Conservative headquarters is fizzing with activity these days. The high command is on alert for a March election. David Cameron has taken to holding his daily 9.30am strategy meeting in the Tory war room in Millbank Tower, ready for the day when his operation will have to transfer from the Commons for the duration of the campaign. The manifesto just needs a few tweaks. The coffers are full. Discipline is being rigorously enforced. The party is straining at the slips, hungry to seize and wield power.
The events of this week showed the strength of the Tory position. Those around the leader relished Gordon Brown's discomfiture at the hands of The Sun and Jacqui Janes. Their efforts are now concentrated on accelerating the work of character demolition by getting the Prime Minister to debate with Mr Cameron on television. With barely 130 days left to a likely polling day, and the Tory campaign well underway, issues that were once used to define the party as reactionary – the environment, poverty, the NHS, immigration – no longer hang like millstones from the Conservative neck.

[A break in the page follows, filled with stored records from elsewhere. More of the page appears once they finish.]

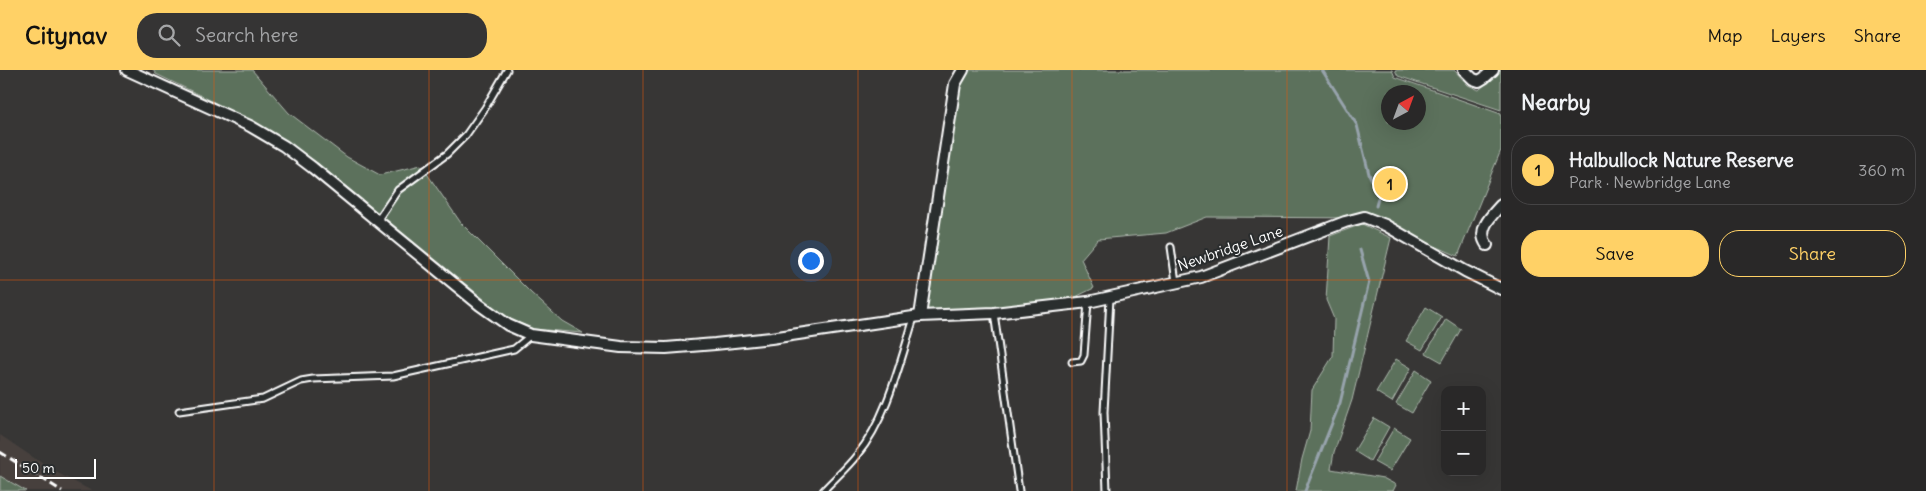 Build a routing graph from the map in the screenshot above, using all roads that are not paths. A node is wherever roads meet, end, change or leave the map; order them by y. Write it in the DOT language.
graph roads {
  1 [pos="127,70"];
  2 [pos="142,70"];
  3 [pos="507,70"];
  4 [pos="963,70"];
  5 [pos="1464,70"];
  6 [pos="1493,70"];
  7 [pos="149,79"];
  8 [pos="1501,205"];
  9 [pos="377,221"];
  10 [pos="1487,245"];
  11 [pos="1171,247"];
  12 [pos="1176,283"];
  13 [pos="1501,289"];
  14 [pos="1110,297"];
  15 [pos="1088,302"];
  16 [pos="994,313"];
  17 [pos="917,317"];
  18 [pos="531,335"];
  19 [pos="1072,362"];
  20 [pos="179,411"];
  21 [pos="823,491"];
  22 [pos="1019,491"];
  23 [pos="1107,491"];
  1 -- 7 [label="street, Newbridge Lane"];
  2 -- 7 [label="lane"];
  3 -- 9 [label="lane"];
  4 -- 17 [label="street"];
  5 -- 6 [label="street"];
  7 -- 9 [label="street, Newbridge Lane"];
  8 -- 10 [label="street"];
  9 -- 18 [label="street, Newbridge Lane"];
  11 -- 12 [label="lane"];
  12 -- 13 [label="street, Newbridge Lane"];
  12 -- 14 [label="street, Newbridge Lane"];
  14 -- 15 [label="street, Newbridge Lane"];
  14 -- 23 [label="lane"];
  15 -- 16 [label="street, Newbridge Lane"];
  15 -- 19 [label="lane"];
  16 -- 17 [label="street, Newbridge Lane"];
  16 -- 22 [label="lane"];
  17 -- 18 [label="street, Newbridge Lane"];
  17 -- 21 [label="lane"];
  18 -- 20 [label="lane"];
}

On Tuesday, Mr Cameron won another round of plaudits for a thoughtful speech on welfare and his ambitions for replacing "big government" with a "big society". There is quiet satisfaction, which stops just short of complacency, that the party has successfully navigated tricky waters on expenses, spending cuts and Europe. So if the Tory leader pauses to celebrate as he moves towards his fourth anniversary in office, which will take him past his three predecessors in the long-service table, it will surely be to mark how he has neutralised the negatives, secured his flanks and turned his party into a credible fighting force.